Records drawn from a dataset:
==*==

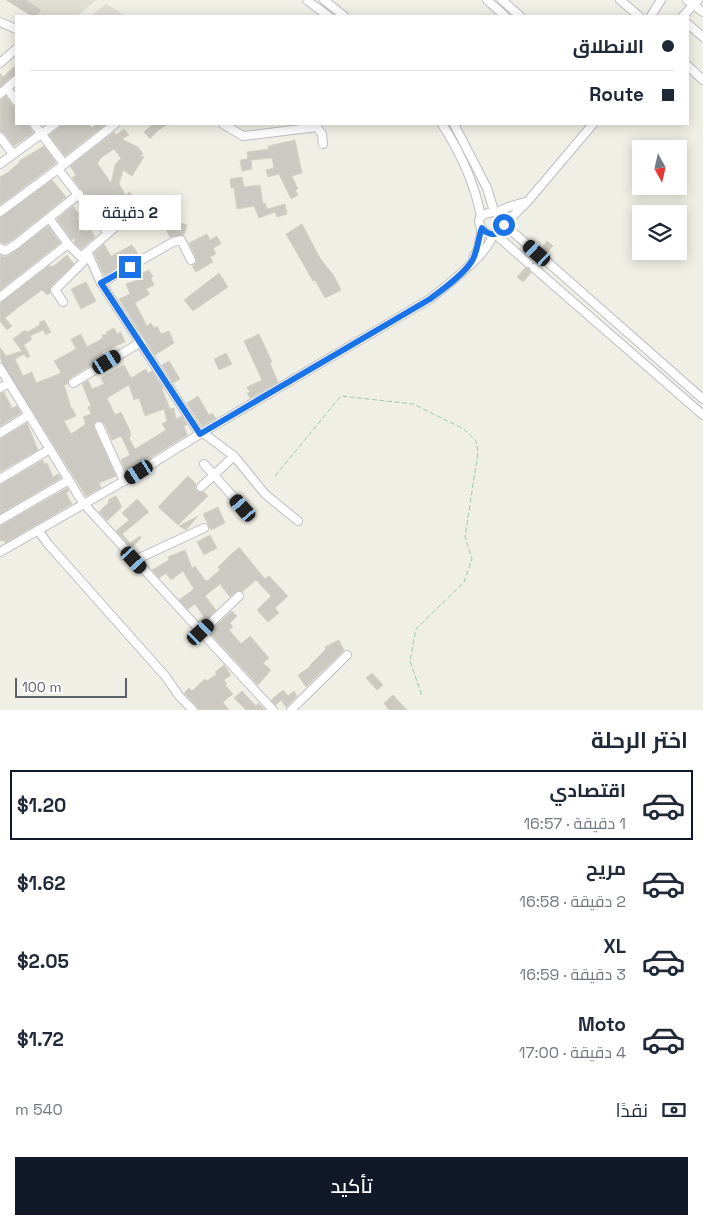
<!DOCTYPE html>
<html lang="ar">
<meta charset="utf-8">
<style>
body{margin:0;font-family:"Space Grotesk",Cairo,sans-serif;background:#f2f2f3;color:#1f2937;direction:rtl;height:100vh;display:flex;flex-direction:column;font-size:19px;white-space:nowrap}
*{box-sizing:border-box;margin:0}
p{font-size:16px;color:#747a83}
.icon{flex:none;width:28px;height:28px;fill:none;stroke:currentColor;stroke-width:2;stroke-linecap:round;stroke-linejoin:round}
.map{position:relative;height:710px;overflow:hidden;direction:ltr}
.panel{display:flex;flex-direction:column;background:#fff;flex:1}
.panel>*{flex:none}
.banner{position:absolute;left:15px;top:15px;width:674px;height:110px;border-radius:0px;box-shadow:0 2px 12px #0003;direction:rtl;display:grid;align-content:center;height:110px;padding:0 15px;background:#fff}
.needle{width:32px;rotate:172deg}
.tools{position:absolute;left:632px;top:140px;display:grid;gap:10px}
.tools a{display:grid;place-items:center;width:55px;height:55px;border-radius:0px;background:#fff;box-shadow:0 2px 12px #0003;font-size:25px}
.scale{position:absolute;left:15px;bottom:12px;width:112px;box-sizing:border-box;padding-left:5px;border:2px solid #5d6067;border-top:0;font-size:14px;line-height:18px;white-space:nowrap;color:#5d6067;-webkit-text-stroke:4px #fff;paint-order:stroke}
.end{position:absolute;width:22px;height:22px;margin:-11px;border:6px solid #1a73e8;background:#fff;box-shadow:0 0 0 2px #fff}
.from{border-radius:50%}
.bubble{position:absolute;height:35px;border-radius:0px;background:#fff;box-shadow:0 2px 12px #0003;font-size:16px;font-weight:600;line-height:35px;text-align:center;direction:rtl}
.car{position:absolute;width:15px;height:30px;margin:-15px -8px;border-radius:6px;box-shadow:0 0 4px 1px #0007;background:linear-gradient(#222 24%,#8ab4d8 0 40%,#222 0 76%,#8ab4d8 0 86%,#222 0)}
.banner b{display:flex;align-items:center;gap:18px;height:48px;font-size:19px}
.banner b+b{border-top:1px solid #e0e1e3}
.banner i{width:12px;height:12px;background:#1f2937}
ul{padding:0;list-style:none}
li{display:flex;align-items:center;gap:15px;height:70px;margin:0 10px 8px;padding:0 5px;border:2px solid transparent;border-radius:0px}
li div{flex:1}
li b{display:block;font-size:19px}
li em{font-style:normal;font-weight:600}
li.selected{border-color:#111827}
li>.icon{width:45px;height:45px;stroke-width:1.5}
h2{padding:0 15px;font-size:22px;line-height:60px}
.pay{display:flex;align-items:center;gap:12px;height:55px;padding:0 15px;font-size:19px}
.pay p{margin-inline-start:auto}
.cta{display:flex;gap:10px;margin-top:auto;padding:10px 15px}
.cta a{flex:1;height:58px;border-radius:0px;background:#111827;color:#fff;font-size:20px;font-weight:600;line-height:58px;text-align:center}
.map>svg:first-child{display:block}
</style>
<div class="map">
<svg width="703" height="710" viewBox="0 0 703 710">
<rect width="100%" height="100%" fill="#f0efe5"/>
<g fill="#e1dfd4">
<polygon points="6,0 96,0 77,16 32,16"/>
<polygon points="106,4 125,16 91,16"/>
</g>
<g fill="#cbc9c2" stroke="#d6d2c3" fill-rule="evenodd">
<polygon points="6,0 26,0 41,10 37,16 32,16"/>
<polygon points="16,65 16,75 12,76 0,87 0,73 3,77"/>
<polygon points="6,96 12,105 16,107 16,124 28,124 33,133 14,146 4,133 0,131 0,100"/>
<polygon points="61,124 89,124 92,128 97,124 106,124 65,156 49,135 59,128"/>
<polygon points="153,124 168,124 157,131 150,139 144,132"/>
<path d="M124,129L129,135L122,139L138,147L143,154L141,156L144,157L132,176L123,170L119,184L126,196L129,192L135,197L131,201L137,207L135,209L143,217L161,221L162,217L170,219L172,223L176,221L187,225L184,235L170,237L165,228L161,230L150,227L138,226V222L128,213L126,215L120,216L109,225L72,178L76,175L70,166L114,132L116,135ZM114,149L121,158L115,165L111,183L97,163L102,157ZM118,196L123,205L115,213L106,203Z"/>
<polygon points="295,140 302,173 292,176 298,189 295,190 298,195 291,199 279,174 268,177 266,170 274,168 272,158 251,160 252,169 242,171 240,160 248,159 247,152 269,149 268,146"/>
<polygon points="44,146 56,163 0,205 0,177 7,173 20,162 19,161"/>
<polygon points="242,177 244,187 260,185 263,204 265,203 267,209 285,204 287,214 277,217 275,212 259,218 254,206 237,209 234,188 231,188 230,179"/>
<polygon points="52,180 66,197 12,240 5,244 0,242 0,218"/>
<polygon points="73,206 80,216 77,218 86,232 90,229 95,237 81,249 75,244 74,238 72,240 57,219"/>
<polygon points="302,224 320,258 334,276 341,290 325,298 315,280 313,281 286,234"/>
<polygon points="48,226 60,243 0,290 0,255 4,257 8,256"/>
<polygon points="207,234 210,240 217,236 221,244 213,248 216,254 210,257 213,262 196,272 192,266 196,263 196,258 189,243"/>
<polygon points="547,241 553,246 546,254 542,253 541,249"/>
<polygon points="104,244 111,256 132,245 139,255 104,275 94,253"/>
<polygon points="67,255 74,264 51,286 50,293 47,295 42,290 16,309 5,318 12,326 7,330 0,321 0,303 50,265 51,267 55,265"/>
<polygon points="525,268 529,268 531,273 523,282 517,277"/>
<polygon points="149,270 153,277 151,278 154,285 146,289 150,294 135,303 147,326 151,323 154,328 157,326 161,334 169,331 174,343 155,355 119,299 130,294 126,284 141,279 139,275"/>
<polygon points="219,273 228,287 193,311 184,300"/>
<polygon points="86,282 96,301 81,309 71,289"/>
<path d="M44,320L51,332L46,335L43,330L30,336L32,339L24,345L30,356L27,358L24,354L15,359L23,376L32,372L36,383L61,373L54,361L76,349L71,339L81,334L87,347L103,338L102,335L107,334L106,332L114,328L117,334L121,332L125,342L102,352L105,357L70,378L67,384L64,385L71,408H72L76,416L64,421L71,434L86,424L83,417L91,414L88,407L91,406L82,384L88,380L92,389L104,384L101,378L124,365L131,378L146,369L148,373L152,371L163,388L162,389L170,409L174,408L176,419L182,416L187,425L184,426L187,435L126,473L121,460L130,455L121,436L112,440L104,423L100,421H96L94,425V428L116,476L99,483L101,488L86,496L2,363L0,356V347L6,356L22,351L13,339L25,330L27,332L40,325L39,323ZM129,385L134,400L139,398L145,416L164,409L167,421L162,424L166,430L135,449L129,438L131,436L130,431L121,412L115,415L107,398Z"/>
<polygon points="259,334 272,362 270,363 278,382 250,398 247,393 250,392 247,387 262,380 244,341"/>
<polygon points="226,353 232,364 219,370 214,359"/>
<polygon points="169,361 180,379 173,383 162,365"/>
<polygon points="4,392 12,408 17,406 21,413 0,426 0,394"/>
<polygon points="198,396 209,415 212,413 216,418 202,426 187,403"/>
<polygon points="27,423 38,450 0,472 0,439"/>
<polygon points="43,460 44,464 47,463 53,477 58,474 61,478 0,514 0,485"/>
<polygon points="188,476 196,484 195,488 197,491 204,492 208,496 178,525 158,507"/>
<polygon points="67,488 69,491 66,493 72,504 5,543 3,540 0,541 0,526"/>
<polygon points="116,496 122,507 107,521 99,512 109,502 108,500"/>
<polygon points="137,499 149,512 122,534 130,543 140,536 141,538 132,548 116,531 129,520 122,513"/>
<polygon points="218,507 225,523 211,530 203,514"/>
<polygon points="198,516 186,530 179,526"/>
<polygon points="210,535 217,548 204,555 197,542"/>
<polygon points="239,547 265,579 269,576 288,596 275,608 279,613 268,622 257,610 271,596 256,580 242,592 237,591 230,597 220,584 205,596 216,610 202,624 199,621 204,617 195,604 188,609 179,600 194,589 183,571 171,580 166,573 159,578 152,570 169,560 168,557 185,550 192,568 195,566 205,580 207,581 220,570 218,567"/>
<polygon points="232,611 237,616 230,623 233,627 229,630 241,644 250,636 269,658 263,663 271,670 258,685 209,632"/>
<polygon points="339,640 344,650 306,687 298,675 311,666 310,665 326,649 325,647"/>
<polygon points="224,665 231,675 224,680 227,684 225,685 233,694 223,702 229,710 198,710 197,706 184,693 189,688 192,691 205,679 207,681 217,674 215,672"/>
<polygon points="372,673 383,685 377,690 366,678"/>
<polygon points="283,690 288,696 294,691 297,696 286,707 281,700 276,705 271,700"/>
<polygon points="242,691 256,706 258,703 265,710 246,710 234,698"/>
<polygon points="393,695 407,710 389,710 384,703"/>
</g>
<g fill="none" stroke-linecap="round" stroke-linejoin="round">
<defs>
<g id="minor">
<polyline points="307,0 328,16"/>
<polyline points="324,0 344,16"/>
<polyline points="487,0 505,16"/>
<polyline points="502,0 520,16"/>
<polyline points="620,0 639,16"/>
<polyline points="687,0 703,12"/>
<polyline points="651,16 661,0"/>
<polyline points="683,16 698,0"/>
<polyline points="0,22 16,29"/>
<polyline points="688,24 703,37"/>
<polyline points="0,63 16,49"/>
<polyline points="688,66 703,80"/>
<polyline points="7,88 16,101"/>
<polyline points="0,94 16,80"/>
<polyline points="34,124 64,164"/>
<polyline points="223,124 243,136 317,127"/>
<polyline points="314,124 322,134 323,144"/>
<path d="M442,124C460,152 475,184 481,217"/>
<polyline points="454,124 487,188 494,211"/>
<polyline points="0,137 13,154"/>
<polyline points="0,164 55,124"/>
<polyline points="58,169 108,233"/>
<polyline points="0,212 58,169 115,124"/>
<path d="M497,212L504,221L502,229L495,234C489,234 484,234 481,228C473,211 494,213 499,211C508,207 517,204 526,202"/>
<polyline points="49,218 68,244 81,257 123,220"/>
<polyline points="504,225 528,201 593,124"/>
<polyline points="503,226 514,233 537,253"/>
<polyline points="495,234 528,263"/>
<polyline points="0,248 5,251 15,245 79,194"/>
<polyline points="543,258 703,399"/>
<polyline points="473,259 478,249 482,228"/>
<polyline points="534,268 703,415"/>
<polyline points="101,283 173,242 181,240 191,260"/>
<polyline points="0,297 68,244"/>
<polyline points="63,302 55,290 89,256 101,283 200,434"/>
<polyline points="0,368 83,503 273,710"/>
<polyline points="73,383 141,342"/>
<polyline points="0,388 9,383"/>
<polyline points="99,426 124,481"/>
<polyline points="0,433 29,415"/>
<polyline points="203,433 234,456 265,494 298,521"/>
<polyline points="204,464 243,508"/>
<polyline points="0,479 50,449"/>
<polyline points="201,487 234,456"/>
<polyline points="0,520 69,480"/>
<polyline points="38,530 48,544 166,677 179,696 193,710"/>
<path d="M0,552L124,481L200,434L430,299C445,287 489,253 493,235"/>
<polyline points="135,560 204,528"/>
<polyline points="201,632 239,596"/>
<polyline points="291,710 347,655"/>
</g>
</defs>
<use href="#minor" stroke="#bdbec5" stroke-width="10"/>
<polyline stroke="#98cbae" stroke-width="1" stroke-dasharray="5 2.5" stroke-linecap="butt" points="275,476 341,396 413,404 464,429 476,441 478,452 465,537 472,559 464,582 416,629 410,661 422,696"/>
<use href="#minor" stroke="#fff" stroke-width="8"/>
</g>
<g fill="none" stroke-linecap="round" stroke-linejoin="round">
<path stroke="#1a73e8" stroke-width="6" d="M130,267L101,283L200,434L430,299C442,290 467,272 473,259C478,249 478,239 482,228C489,237 500,236 504,225"/>
</g>
</svg>
<div class="tools">
<a><svg class="needle" viewBox="-14 -14 28 28"><path d="M0-13l5 13h-10z" fill="#e53935"/><path d="M0 13l5-13h-10z" fill="#747a83"/></svg></a>
<a><svg class="icon" aria-label="layers" viewBox="0 0 24 24"><path d="M12 4l9 5-9 5-9-5zM3 14l9 5 9-5"/></svg></a>
</div>
<div class="scale">100 m</div>
<i class="end from" style="left:504px;top:225px"></i>
<i class="end" style="left:130px;top:267px"></i>
<div class="bubble" style="left:79px;top:195px;width:102px">2 دقيقة</div>
<i class="car" style="left:537px;top:253px;rotate:312deg"></i>
<i class="car" style="left:107px;top:362px;rotate:58deg"></i>
<i class="car" style="left:139px;top:472px;rotate:238deg"></i>
<i class="car" style="left:243px;top:508px;rotate:319deg"></i>
<i class="car" style="left:134px;top:560px;rotate:138deg"></i>
<i class="car" style="left:201px;top:632px;rotate:47deg"></i>
<div class="banner">
<b><i class="from"></i>الانطلاق</b>
<b><i></i>Route</b>
</div>
</div>
<section class="panel">
<h2>اختر الرحلة</h2>
<ul>
<li class="selected"><svg class="icon" aria-label="car" viewBox="0 0 24 24"><path d="M5 17H2v-5l4-1 3-4h7l3 4 3 1v5h-3M9 17h6M6 11h13"/><circle cx="7" cy="17" r="2"/><circle cx="17" cy="17" r="2"/></svg><div><b>اقتصادي</b><p>1 دقيقة · 16:57</p></div><em>$1.20</em></li>
<li><svg class="icon" aria-label="car" viewBox="0 0 24 24"><path d="M5 17H2v-5l4-1 3-4h7l3 4 3 1v5h-3M9 17h6M6 11h13"/><circle cx="7" cy="17" r="2"/><circle cx="17" cy="17" r="2"/></svg><div><b>مريح</b><p>2 دقيقة · 16:58</p></div><em>$1.62</em></li>
<li><svg class="icon" aria-label="car" viewBox="0 0 24 24"><path d="M5 17H2v-5l4-1 3-4h7l3 4 3 1v5h-3M9 17h6M6 11h13"/><circle cx="7" cy="17" r="2"/><circle cx="17" cy="17" r="2"/></svg><div><b>XL</b><p>3 دقيقة · 16:59</p></div><em>$2.05</em></li>
<li><svg class="icon" aria-label="car" viewBox="0 0 24 24"><path d="M5 17H2v-5l4-1 3-4h7l3 4 3 1v5h-3M9 17h6M6 11h13"/><circle cx="7" cy="17" r="2"/><circle cx="17" cy="17" r="2"/></svg><div><b>Moto</b><p>4 دقيقة · 17:00</p></div><em>$1.72</em></li>
</ul>
<div class="pay"><svg class="icon" aria-label="cash" viewBox="0 0 24 24"><path d="M3 7h18v10H3z"/><circle cx="12" cy="12" r="2"/></svg>نقدًا<p>540 m</p></div>
<div class="cta"><a>تأكيد</a></div>
</section>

==*==

PROBLEM REQUIREMENTS:
When a line in the data holds the word "none", show that line.

ANSWER AREA:
.icon{flex:none;width:28px;height:28px;fill:none;stroke:currentColor;stroke-width:2;stroke-linecap:round;stroke-linejoin:round}
.panel>*{flex:none}
ul{padding:0;list-style:none}
<g fill="none" stroke-linecap="round" stroke-linejoin="round">
<g fill="none" stroke-linecap="round" stroke-linejoin="round">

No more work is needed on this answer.